Padahal, pasokan pakan yang baik sangat krusial bagi pertumbuhan bobot sapi, kambing, hingga domba. Akibat kemarau panjang, kualitas rumput di padang gembalaan maupun lahan hijau menurun drastis.
“Sulit cari rumput untuk pakan ternak. Kalaupun ada ya gitu, kering (enggak bagus),” ujar salah seorang peternak asal Cibogo, Subang, Yanto, Kamis (9/7/2026).
Demi pakan kambing-kambingnya, Yanto mengaku terpaksa menempuh perjalanan yang lumayan jauh setiap hari. Ia harus mencari area yang belum sepenuhnya kering demi mendapatkan rumput berkualitas untuk dikonsumsi.
Kondisi serupa dialami Wildan, peternak asal Pamanukan. Karena rumput di wilayahnya banyak yang mengering, ia terpaksa memutar otak agar sapi-sapinya tidak kelaparan. Wildan kini beralih memanfaatkan hijauan alternatif dari dedaunan pohon yang lebih tahan terhadap cuaca ekstrem.
“Sangat sulit mencari rumput. Ya mau bagaimana lagi, manfaatkan dedaunan saja,” kata Wildan pasrah.
Ia kini rutin meramban daun pohon gamal, lamtoro, nangka, hingga sonokeling sebagai pengganti rumput yang kian sulit di dapatkan.
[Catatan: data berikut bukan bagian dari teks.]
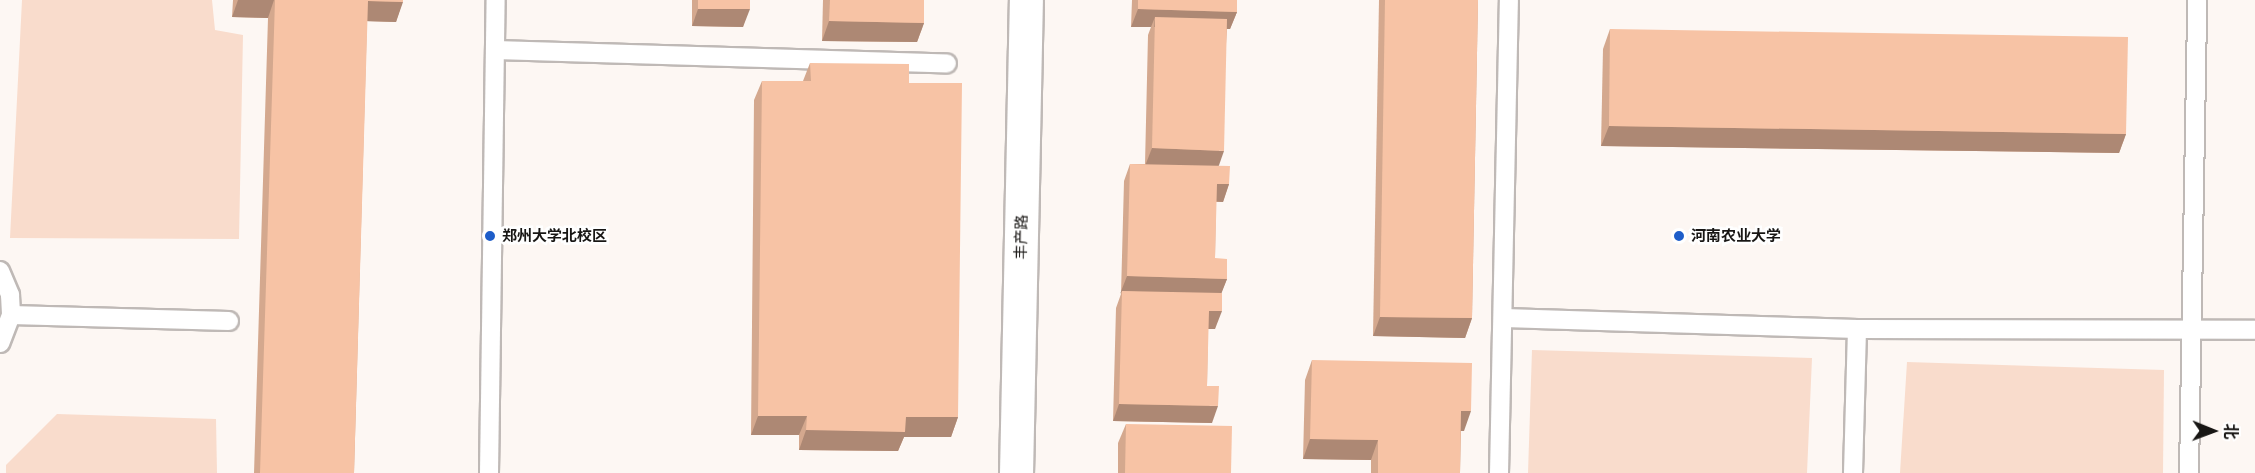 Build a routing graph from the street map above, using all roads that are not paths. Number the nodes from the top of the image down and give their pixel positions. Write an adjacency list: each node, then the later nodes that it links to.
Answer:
1 (496, 0): 5 (lane)
2 (1026, 0): 16 (street, 丰产路)
3 (1509, 0): 9 (lane)
4 (2197, 0): 12 (lane)
5 (495, 50): 6 (lane); 15 (lane)
6 (947, 63)
7 (0, 270): 8 (lane)
8 (11, 315): 10 (lane); 14 (lane)
9 (1504, 318): 11 (lane); 17 (lane)
10 (229, 321)
11 (1857, 329): 12 (lane); 18 (lane)
12 (2191, 329): 13 (lane); 19 (lane)
13 (2255, 330)
14 (0, 343)
15 (489, 473)
16 (1016, 473)
17 (1499, 473)
18 (1853, 473)
19 (2189, 473) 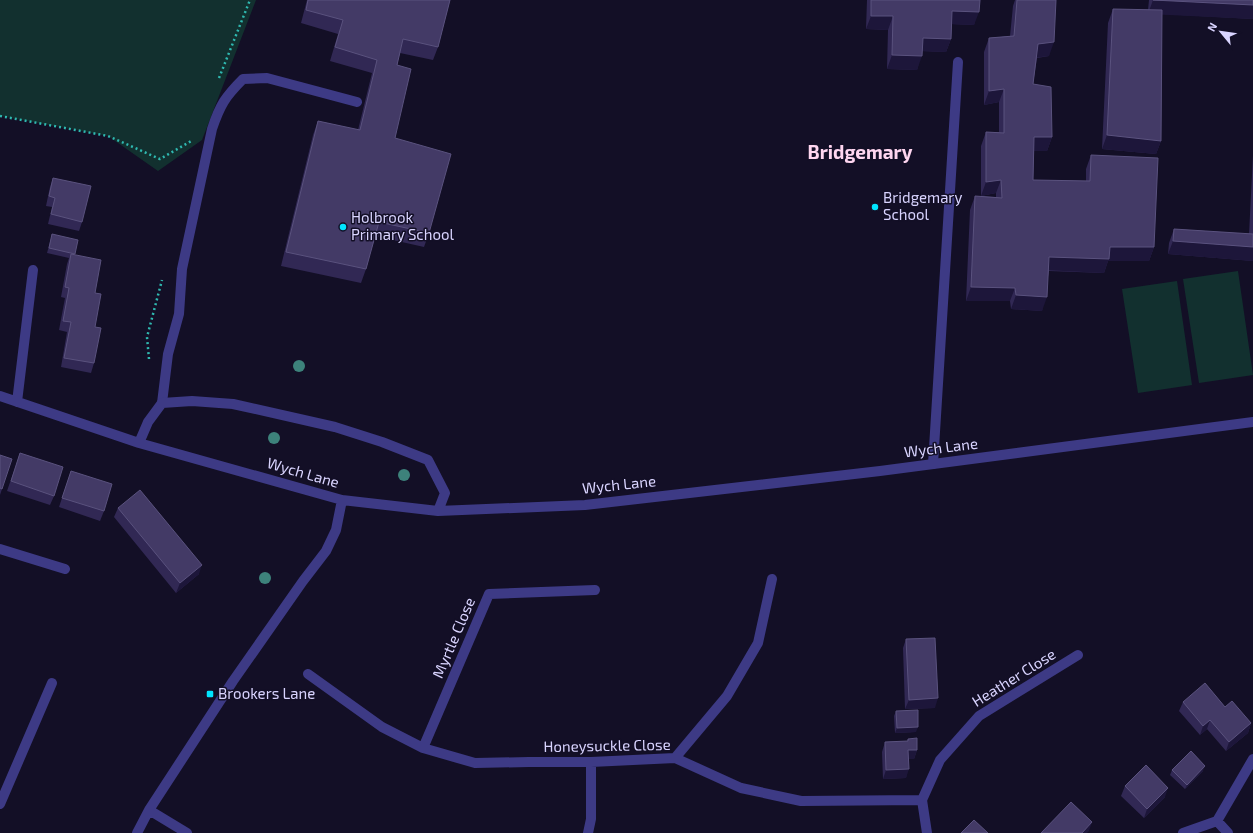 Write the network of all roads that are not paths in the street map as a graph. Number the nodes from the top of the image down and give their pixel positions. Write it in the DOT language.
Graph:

Krisis pakan akibat kekeringan ini menjadi ancaman nyata bagi populasi ternak di Kabupaten Subang yang jumlahnya terbilang fantastis. Berdasarkan data dari Dinas Peternakan dan Kesehatan Hewan Kabupaten Subang, tercatat ada puluhan ribu ekor hewan ternak yang tersebar di berbagai wilayah.
Kepala Bidang Kesehatan Hewan dan Kesehatan Masyarakat Veteriner Dinas Peternakan dan Kesehatan Hewan Kabupaten Subang, drh. Erlinawati Pasaribu, MM.CHRA, mengonfirmasi melimpahnya populasi tersebut.
“Totalnya puluhan ribu ekor ya, populasi ternak di kita memang sangat melimpah,” ujar Erlinawati beberapa waktu lalu.
Secara rinci, populasi ternak yang tercatat di Kabupaten Subang saat ini meliputi sapi sebanyak 10 ribu ekor, domba 75 ribu ekor, dan kerbau 600 ekor.
Jika kekeringan ekstrem terus berlanjut tanpa adanya solusi pakan alternatif yang masif, dikhawatirkan kesehatan dan produktivitas puluhan ribu ternak di Subang tersebut akan merosot tajam.